Exercise input:
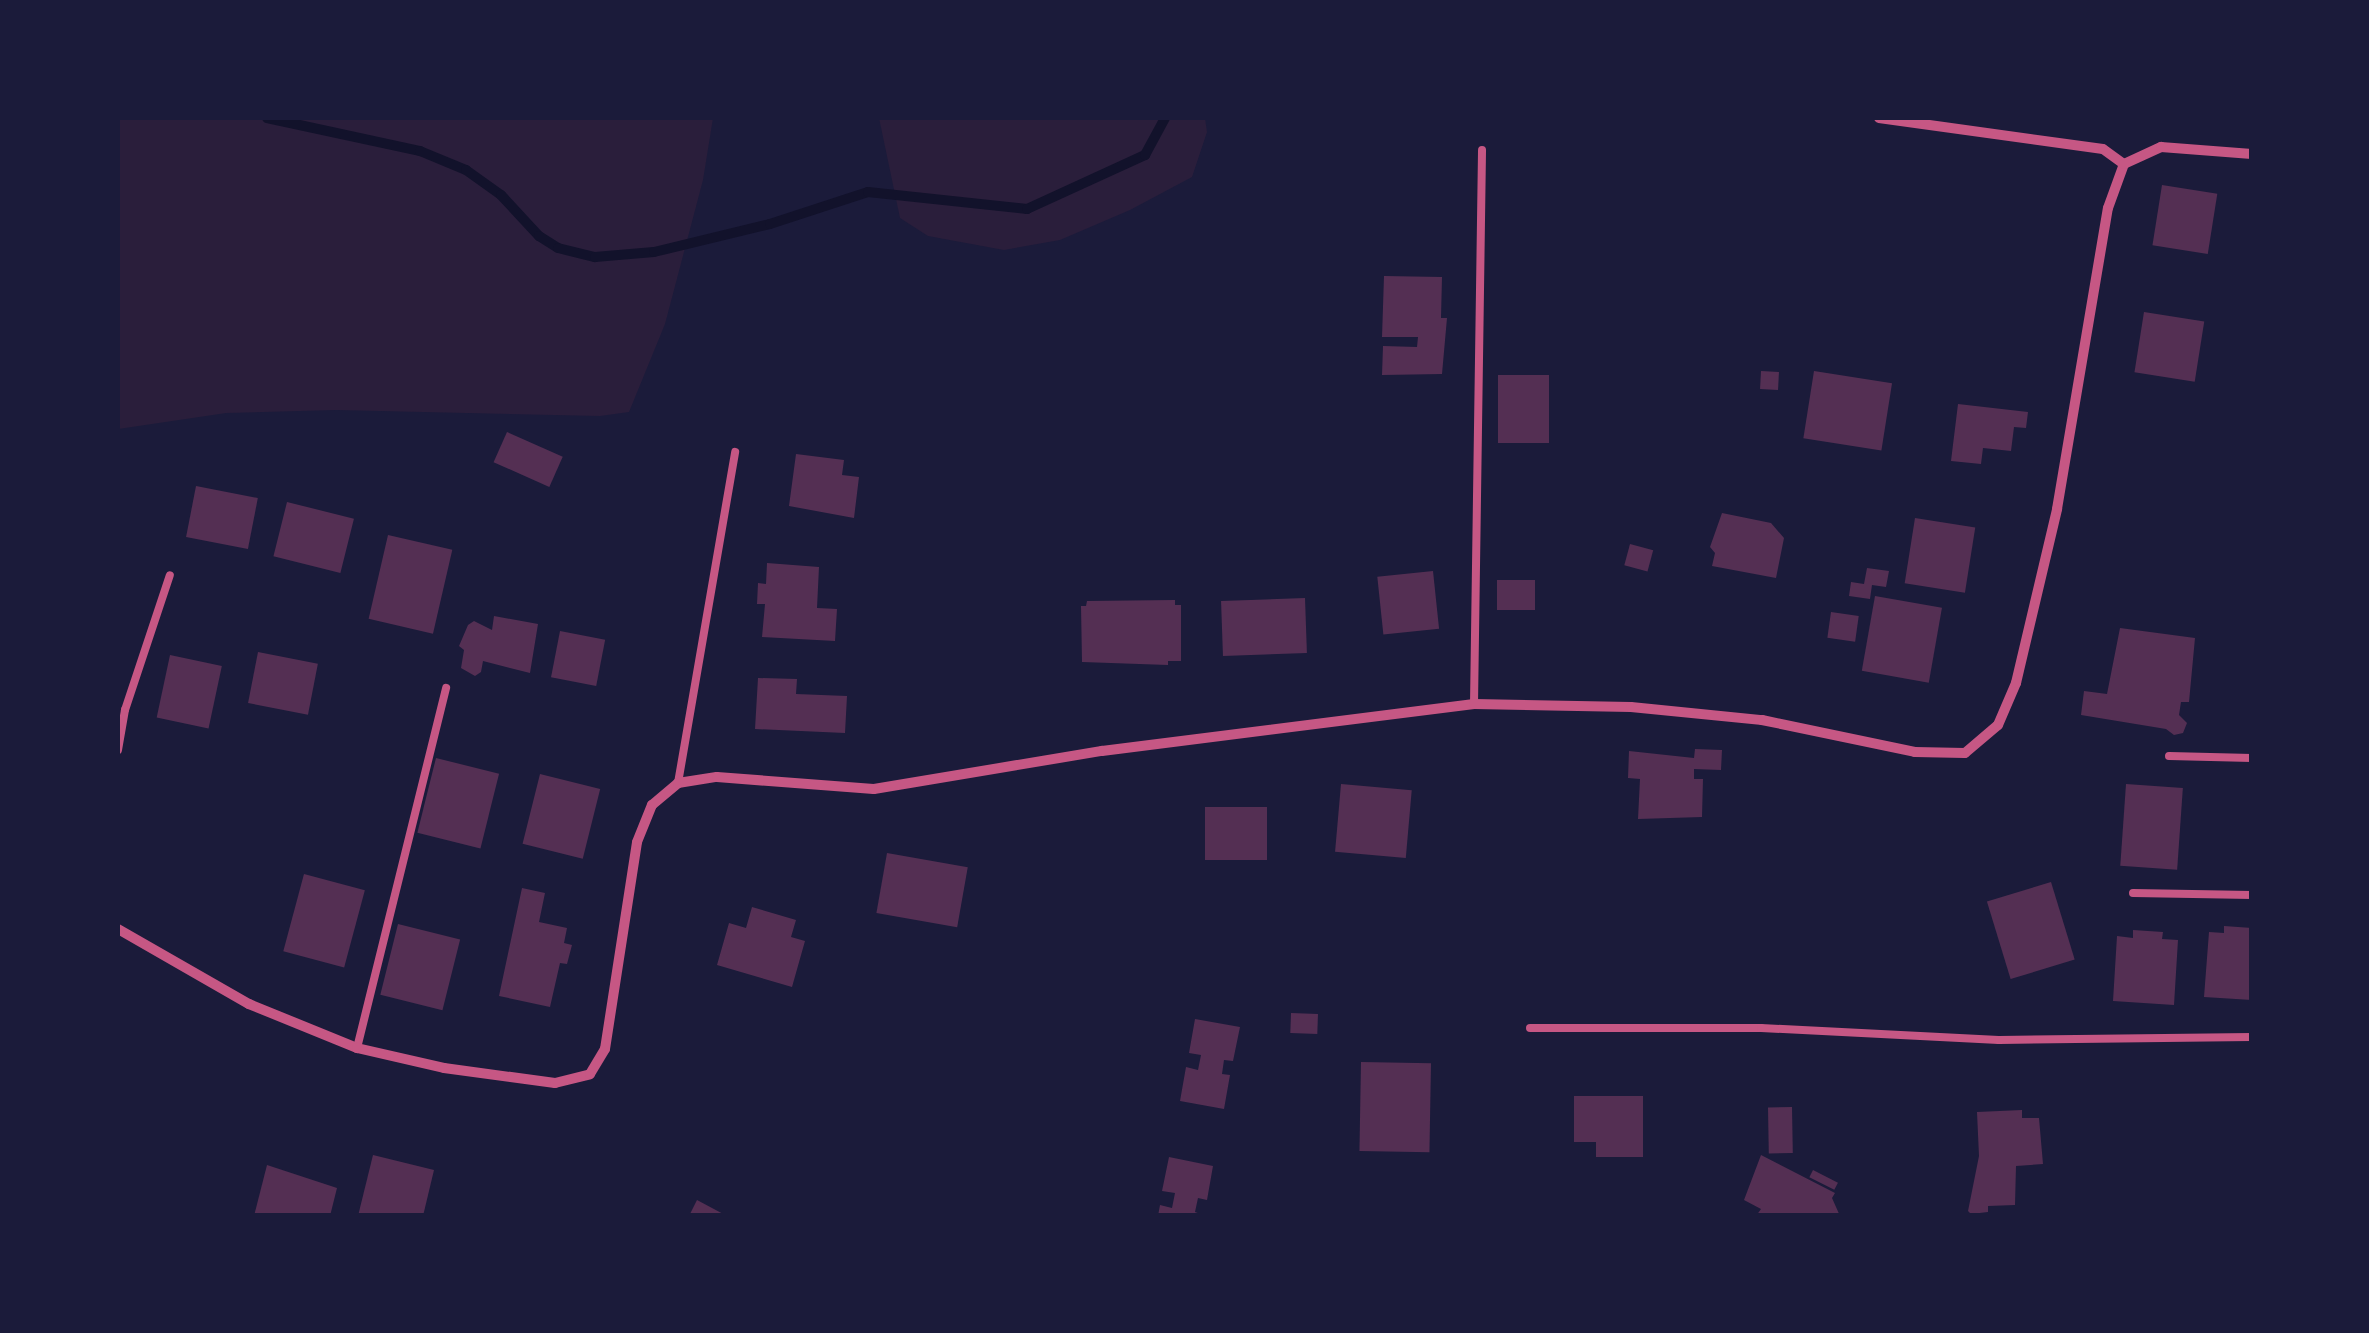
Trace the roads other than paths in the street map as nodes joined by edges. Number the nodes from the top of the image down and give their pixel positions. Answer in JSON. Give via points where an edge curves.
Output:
{"nodes":[{"id":1,"x":1879,"y":118,"type":"edge"},
{"id":2,"x":1955,"y":121,"type":"edge"},
{"id":3,"x":1482,"y":150,"type":"dead end"},
{"id":4,"x":2252,"y":154,"type":"edge"},
{"id":5,"x":2124,"y":164,"type":"junction"},
{"id":6,"x":735,"y":452,"type":"dead end"},
{"id":7,"x":170,"y":575,"type":"dead end"},
{"id":8,"x":446,"y":688,"type":"dead end"},
{"id":9,"x":1474,"y":704,"type":"junction"},
{"id":10,"x":118,"y":750,"type":"edge"},
{"id":11,"x":2169,"y":756,"type":"dead end"},
{"id":12,"x":2252,"y":758,"type":"edge"},
{"id":13,"x":678,"y":783,"type":"junction"},
{"id":14,"x":2134,"y":893,"type":"dead end"},
{"id":15,"x":2252,"y":896,"type":"edge"},
{"id":16,"x":118,"y":929,"type":"edge"},
{"id":17,"x":1530,"y":1028,"type":"dead end"},
{"id":18,"x":2252,"y":1038,"type":"edge"},
{"id":19,"x":356,"y":1048,"type":"junction"}],
"edges":[{"from":1,"to":2,"type":"street"},
{"from":2,"to":5,"type":"street","via":[[2104,149]]},
{"from":3,"to":9,"type":"lane"},
{"from":4,"to":5,"type":"street","via":[[2161,147]]},
{"from":5,"to":9,"type":"street","via":[[2108,208],[2057,509],[2016,683],[1998,725],[1976,744],[1965,752],[1916,752],[1762,720]]},
{"from":6,"to":13,"type":"lane"},
{"from":7,"to":10,"type":"lane"},
{"from":8,"to":19,"type":"lane"},
{"from":9,"to":13,"type":"street","via":[[1102,751],[874,789],[717,777]]},
{"from":11,"to":12,"type":"lane"},
{"from":13,"to":19,"type":"street","via":[[652,805],[637,842],[605,1049],[590,1074],[555,1083]]},
{"from":14,"to":15,"type":"lane"},
{"from":16,"to":19,"type":"street","via":[[250,1004]]},
{"from":17,"to":18,"type":"lane","via":[[1762,1028],[1999,1040]]}]}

What you have to do: Every entry above needs to be copied exactly, apart from its pictures.

Output of the task:
Trace the roads other than paths in the street map as nodes joined by edges. Number the nodes from the top of the image down and give their pixel positions. Answer in JSON. Give via points where an edge curves.
Output:
{"nodes":[{"id":1,"x":1879,"y":118,"type":"edge"},
{"id":2,"x":1955,"y":121,"type":"edge"},
{"id":3,"x":1482,"y":150,"type":"dead end"},
{"id":4,"x":2252,"y":154,"type":"edge"},
{"id":5,"x":2124,"y":164,"type":"junction"},
{"id":6,"x":735,"y":452,"type":"dead end"},
{"id":7,"x":170,"y":575,"type":"dead end"},
{"id":8,"x":446,"y":688,"type":"dead end"},
{"id":9,"x":1474,"y":704,"type":"junction"},
{"id":10,"x":118,"y":750,"type":"edge"},
{"id":11,"x":2169,"y":756,"type":"dead end"},
{"id":12,"x":2252,"y":758,"type":"edge"},
{"id":13,"x":678,"y":783,"type":"junction"},
{"id":14,"x":2134,"y":893,"type":"dead end"},
{"id":15,"x":2252,"y":896,"type":"edge"},
{"id":16,"x":118,"y":929,"type":"edge"},
{"id":17,"x":1530,"y":1028,"type":"dead end"},
{"id":18,"x":2252,"y":1038,"type":"edge"},
{"id":19,"x":356,"y":1048,"type":"junction"}],
"edges":[{"from":1,"to":2,"type":"street"},
{"from":2,"to":5,"type":"street","via":[[2104,149]]},
{"from":3,"to":9,"type":"lane"},
{"from":4,"to":5,"type":"street","via":[[2161,147]]},
{"from":5,"to":9,"type":"street","via":[[2108,208],[2057,509],[2016,683],[1998,725],[1976,744],[1965,752],[1916,752],[1762,720]]},
{"from":6,"to":13,"type":"lane"},
{"from":7,"to":10,"type":"lane"},
{"from":8,"to":19,"type":"lane"},
{"from":9,"to":13,"type":"street","via":[[1102,751],[874,789],[717,777]]},
{"from":11,"to":12,"type":"lane"},
{"from":13,"to":19,"type":"street","via":[[652,805],[637,842],[605,1049],[590,1074],[555,1083]]},
{"from":14,"to":15,"type":"lane"},
{"from":16,"to":19,"type":"street","via":[[250,1004]]},
{"from":17,"to":18,"type":"lane","via":[[1762,1028],[1999,1040]]}]}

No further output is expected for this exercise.